I just came over from the Dirksen building where we had a wonderful ceremony honoring former Senator Bob Dole. Some time ago I went back and I read Senator Dole’s maiden speech on the Senate floor, dated April 14, 1969.

Mr. President, I commend these remarks to my colleagues.

Senator Dole spoke of the future of people with disabilities in America and what we need to do to change our society. That was in 1969. It was 21 years later when we passed the Americans with Disabilities Act. The country has changed so much for the better because of that.

We are sitting here now with a convention by the U.N. which basically says to the rest of the world: You have to do what America did. In establishing this convention, the U.N. was informed by the Americans with Disabilities Act, and a lot of it is based upon what we did here.

As the committee showed, not one of our laws or anything has to be changed. Not one. We are the best in the world at this. Yet what this convention gives us is a seat at the table. When other countries have signed on to the treaty, it gives us a seat at the table to be able to work with other countries and to help them upgrade their laws so that people with disabilities have more opportunities in other countries. Why would we deny ourselves a seat at the table when we have been a leader in this effort for so long?

I listened to the speeches by both Senator Inhofe from Oklahoma and Senator Lee from Utah. These are unfounded fears. I repeat, there is nothing in there that is going to allow anyone from the United Nations to take a child away from a family or tell a family they cannot homeschool a kid or anything such as that. There is nothing in there. These are totally unfounded fears. We should not be driven by unfounded fears. We should be driven by what we know of our experience, what we have done, what the wording of the convention is, and the fact that none of our laws has to be changed because of it.

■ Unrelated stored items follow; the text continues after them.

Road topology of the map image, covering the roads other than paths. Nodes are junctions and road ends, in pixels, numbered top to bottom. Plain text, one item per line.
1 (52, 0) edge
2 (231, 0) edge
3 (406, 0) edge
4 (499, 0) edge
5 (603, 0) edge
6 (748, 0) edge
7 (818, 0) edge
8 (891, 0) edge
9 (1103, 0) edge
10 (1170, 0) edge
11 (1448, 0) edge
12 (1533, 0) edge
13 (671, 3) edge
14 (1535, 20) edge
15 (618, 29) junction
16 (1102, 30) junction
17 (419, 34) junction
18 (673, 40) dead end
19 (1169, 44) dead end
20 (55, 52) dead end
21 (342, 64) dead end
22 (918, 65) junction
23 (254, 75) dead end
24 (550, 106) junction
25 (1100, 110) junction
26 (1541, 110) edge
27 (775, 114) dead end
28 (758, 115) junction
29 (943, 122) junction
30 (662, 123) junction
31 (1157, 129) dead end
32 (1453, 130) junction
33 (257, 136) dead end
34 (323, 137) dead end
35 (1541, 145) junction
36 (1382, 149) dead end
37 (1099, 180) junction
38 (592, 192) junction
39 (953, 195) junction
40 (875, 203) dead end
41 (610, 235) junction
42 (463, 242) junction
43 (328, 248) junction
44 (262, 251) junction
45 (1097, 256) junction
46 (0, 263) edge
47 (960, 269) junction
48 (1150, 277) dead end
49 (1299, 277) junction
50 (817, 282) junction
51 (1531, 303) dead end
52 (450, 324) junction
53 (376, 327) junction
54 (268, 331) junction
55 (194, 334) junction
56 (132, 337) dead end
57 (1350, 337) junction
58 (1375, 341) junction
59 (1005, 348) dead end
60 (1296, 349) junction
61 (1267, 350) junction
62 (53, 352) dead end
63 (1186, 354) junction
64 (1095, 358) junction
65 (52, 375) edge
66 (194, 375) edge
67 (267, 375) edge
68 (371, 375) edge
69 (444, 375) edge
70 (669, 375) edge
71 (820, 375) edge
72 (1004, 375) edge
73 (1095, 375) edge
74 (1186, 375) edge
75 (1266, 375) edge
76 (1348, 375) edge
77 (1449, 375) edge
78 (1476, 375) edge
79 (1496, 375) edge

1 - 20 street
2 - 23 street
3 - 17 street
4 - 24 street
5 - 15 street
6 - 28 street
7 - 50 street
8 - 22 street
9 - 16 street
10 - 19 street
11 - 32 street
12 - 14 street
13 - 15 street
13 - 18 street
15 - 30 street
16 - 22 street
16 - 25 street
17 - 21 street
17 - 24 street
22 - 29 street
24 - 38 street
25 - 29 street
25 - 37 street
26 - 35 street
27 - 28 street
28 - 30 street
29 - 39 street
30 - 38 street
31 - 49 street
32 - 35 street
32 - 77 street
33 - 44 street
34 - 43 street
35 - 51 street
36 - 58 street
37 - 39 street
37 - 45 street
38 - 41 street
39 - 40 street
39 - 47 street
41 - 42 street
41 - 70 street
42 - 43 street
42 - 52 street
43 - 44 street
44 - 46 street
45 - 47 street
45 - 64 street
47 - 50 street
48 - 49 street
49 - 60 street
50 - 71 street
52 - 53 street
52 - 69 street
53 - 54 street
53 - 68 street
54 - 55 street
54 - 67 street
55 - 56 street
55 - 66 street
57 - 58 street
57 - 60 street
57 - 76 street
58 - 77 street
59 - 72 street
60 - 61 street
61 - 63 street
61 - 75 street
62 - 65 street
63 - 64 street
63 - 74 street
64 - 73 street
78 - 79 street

The Senator from Utah made the point that we all know people with disabilities. We have family members or friends, and we value them. We truly do value people with disabilities in our society. Well, if we truly value them, why don’t we listen to them?

There are over 300 disability rights groups that support this. Not one said they won’t support it. So if we value them, why don’t we listen to them? Do we want to keep patronizing people with disabilities and say, you are all right, but we won’t listen to you because we know what is best for you? We don’t know what is best for people with disabilities. We know who knows what is best for people with disabilities: It is people with disabilities. They all said this is important.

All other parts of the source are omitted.